------ DATA SUPPLIED

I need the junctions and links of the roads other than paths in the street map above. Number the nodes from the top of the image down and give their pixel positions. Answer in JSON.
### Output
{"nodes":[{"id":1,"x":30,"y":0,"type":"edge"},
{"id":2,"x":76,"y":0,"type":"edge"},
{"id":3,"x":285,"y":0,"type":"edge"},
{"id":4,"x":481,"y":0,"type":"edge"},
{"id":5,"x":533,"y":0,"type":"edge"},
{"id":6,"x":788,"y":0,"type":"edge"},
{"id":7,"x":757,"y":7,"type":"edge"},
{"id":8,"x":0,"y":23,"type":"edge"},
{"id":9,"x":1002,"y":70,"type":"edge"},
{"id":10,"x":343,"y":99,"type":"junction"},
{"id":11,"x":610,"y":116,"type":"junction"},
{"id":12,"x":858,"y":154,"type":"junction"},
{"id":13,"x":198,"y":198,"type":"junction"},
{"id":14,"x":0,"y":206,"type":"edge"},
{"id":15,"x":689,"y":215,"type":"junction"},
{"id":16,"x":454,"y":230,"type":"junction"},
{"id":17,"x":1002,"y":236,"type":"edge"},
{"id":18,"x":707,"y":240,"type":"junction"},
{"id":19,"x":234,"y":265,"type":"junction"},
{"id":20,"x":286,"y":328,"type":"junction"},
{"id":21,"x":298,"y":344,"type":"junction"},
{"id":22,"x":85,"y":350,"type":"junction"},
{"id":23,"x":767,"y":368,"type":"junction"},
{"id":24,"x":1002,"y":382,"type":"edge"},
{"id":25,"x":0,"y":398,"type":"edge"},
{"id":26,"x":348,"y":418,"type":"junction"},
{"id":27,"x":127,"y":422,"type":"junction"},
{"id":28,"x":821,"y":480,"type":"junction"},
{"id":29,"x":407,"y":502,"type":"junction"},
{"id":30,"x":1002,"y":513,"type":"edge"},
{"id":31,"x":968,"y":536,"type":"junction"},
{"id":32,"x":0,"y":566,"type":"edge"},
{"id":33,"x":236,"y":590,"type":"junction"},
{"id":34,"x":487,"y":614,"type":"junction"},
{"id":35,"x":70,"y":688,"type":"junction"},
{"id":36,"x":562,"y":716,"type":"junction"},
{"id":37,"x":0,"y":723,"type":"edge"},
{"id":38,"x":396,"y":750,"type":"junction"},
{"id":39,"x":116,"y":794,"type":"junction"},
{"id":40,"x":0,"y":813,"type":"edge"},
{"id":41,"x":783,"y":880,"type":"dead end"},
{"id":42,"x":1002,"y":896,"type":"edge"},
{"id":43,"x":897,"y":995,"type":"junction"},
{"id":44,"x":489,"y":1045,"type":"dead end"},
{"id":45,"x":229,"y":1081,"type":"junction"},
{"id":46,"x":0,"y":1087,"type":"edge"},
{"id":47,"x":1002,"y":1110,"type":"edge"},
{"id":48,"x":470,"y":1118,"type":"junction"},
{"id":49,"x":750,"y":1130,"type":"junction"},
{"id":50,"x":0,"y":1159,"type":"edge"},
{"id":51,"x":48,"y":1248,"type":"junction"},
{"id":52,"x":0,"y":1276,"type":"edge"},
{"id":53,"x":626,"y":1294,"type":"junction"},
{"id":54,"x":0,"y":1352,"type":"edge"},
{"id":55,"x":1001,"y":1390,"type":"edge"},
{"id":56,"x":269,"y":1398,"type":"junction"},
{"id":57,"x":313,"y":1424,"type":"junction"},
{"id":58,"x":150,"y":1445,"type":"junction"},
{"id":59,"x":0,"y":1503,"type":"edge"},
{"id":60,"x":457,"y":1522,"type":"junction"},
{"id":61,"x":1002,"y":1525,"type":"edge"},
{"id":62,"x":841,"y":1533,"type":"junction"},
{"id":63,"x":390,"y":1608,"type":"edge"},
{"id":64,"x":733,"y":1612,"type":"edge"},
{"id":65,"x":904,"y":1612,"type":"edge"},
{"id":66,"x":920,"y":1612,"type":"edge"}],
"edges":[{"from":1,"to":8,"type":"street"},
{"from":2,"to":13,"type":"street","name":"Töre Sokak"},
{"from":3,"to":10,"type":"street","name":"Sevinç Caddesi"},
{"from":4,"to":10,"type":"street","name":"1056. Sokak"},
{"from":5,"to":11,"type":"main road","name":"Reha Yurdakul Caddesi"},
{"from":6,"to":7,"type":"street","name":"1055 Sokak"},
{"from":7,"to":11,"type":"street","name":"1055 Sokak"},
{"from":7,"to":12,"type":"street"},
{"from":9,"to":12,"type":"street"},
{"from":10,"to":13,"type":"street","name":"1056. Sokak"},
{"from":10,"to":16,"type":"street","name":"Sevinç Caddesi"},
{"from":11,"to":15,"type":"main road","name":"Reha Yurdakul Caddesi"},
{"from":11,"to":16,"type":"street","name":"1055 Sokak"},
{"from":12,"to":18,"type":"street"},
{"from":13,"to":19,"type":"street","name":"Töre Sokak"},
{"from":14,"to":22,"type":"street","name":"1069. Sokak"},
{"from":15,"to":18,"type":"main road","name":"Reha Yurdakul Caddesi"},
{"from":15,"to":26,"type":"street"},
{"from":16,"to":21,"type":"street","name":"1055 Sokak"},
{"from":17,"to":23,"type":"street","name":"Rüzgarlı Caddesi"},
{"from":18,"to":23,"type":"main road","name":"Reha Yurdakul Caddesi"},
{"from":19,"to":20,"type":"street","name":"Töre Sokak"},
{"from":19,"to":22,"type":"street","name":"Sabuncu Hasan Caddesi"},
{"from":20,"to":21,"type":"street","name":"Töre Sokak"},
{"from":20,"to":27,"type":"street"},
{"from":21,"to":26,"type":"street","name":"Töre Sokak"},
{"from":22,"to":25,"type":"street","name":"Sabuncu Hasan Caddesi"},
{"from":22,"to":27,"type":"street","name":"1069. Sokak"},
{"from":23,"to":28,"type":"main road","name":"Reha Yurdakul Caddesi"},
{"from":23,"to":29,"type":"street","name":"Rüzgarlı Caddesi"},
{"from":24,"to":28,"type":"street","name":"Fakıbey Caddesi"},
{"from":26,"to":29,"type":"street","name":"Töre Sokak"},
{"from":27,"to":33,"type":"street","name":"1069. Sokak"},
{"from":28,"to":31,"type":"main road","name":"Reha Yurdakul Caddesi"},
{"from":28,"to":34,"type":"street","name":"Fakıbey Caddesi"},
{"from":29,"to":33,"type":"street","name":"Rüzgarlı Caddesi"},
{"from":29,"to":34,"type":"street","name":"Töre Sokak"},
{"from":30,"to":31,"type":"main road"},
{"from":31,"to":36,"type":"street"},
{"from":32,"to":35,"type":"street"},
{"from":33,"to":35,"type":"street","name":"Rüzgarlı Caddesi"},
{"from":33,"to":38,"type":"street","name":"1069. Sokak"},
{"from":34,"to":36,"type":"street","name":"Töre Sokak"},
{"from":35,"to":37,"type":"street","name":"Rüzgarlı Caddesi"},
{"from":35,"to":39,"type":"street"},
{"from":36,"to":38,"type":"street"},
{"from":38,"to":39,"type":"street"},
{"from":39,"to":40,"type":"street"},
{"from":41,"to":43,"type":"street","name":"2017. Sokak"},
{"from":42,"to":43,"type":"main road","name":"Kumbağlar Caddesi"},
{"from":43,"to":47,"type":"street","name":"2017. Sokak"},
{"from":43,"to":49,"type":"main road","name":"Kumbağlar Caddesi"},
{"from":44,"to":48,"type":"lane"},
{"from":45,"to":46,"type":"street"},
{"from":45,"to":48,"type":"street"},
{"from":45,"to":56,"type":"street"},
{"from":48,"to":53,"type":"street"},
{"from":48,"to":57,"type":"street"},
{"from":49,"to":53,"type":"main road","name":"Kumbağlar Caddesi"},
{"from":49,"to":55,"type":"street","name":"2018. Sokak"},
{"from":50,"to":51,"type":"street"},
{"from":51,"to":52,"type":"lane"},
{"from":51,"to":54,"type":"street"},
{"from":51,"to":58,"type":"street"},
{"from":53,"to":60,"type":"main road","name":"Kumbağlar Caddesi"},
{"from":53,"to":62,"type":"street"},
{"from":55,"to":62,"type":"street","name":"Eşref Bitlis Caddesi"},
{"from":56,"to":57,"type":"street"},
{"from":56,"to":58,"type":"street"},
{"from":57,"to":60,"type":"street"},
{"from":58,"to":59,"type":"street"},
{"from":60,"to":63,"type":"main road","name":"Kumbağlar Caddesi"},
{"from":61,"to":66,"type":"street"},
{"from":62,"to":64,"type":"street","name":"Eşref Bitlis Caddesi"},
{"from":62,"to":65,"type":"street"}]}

------------

### EXERCISE
Return every line above that contains the word "Fakıbey".

### REPLY TO THE EXERCISE
{"from":24,"to":28,"type":"street","name":"Fakıbey Caddesi"},
{"from":28,"to":34,"type":"street","name":"Fakıbey Caddesi"},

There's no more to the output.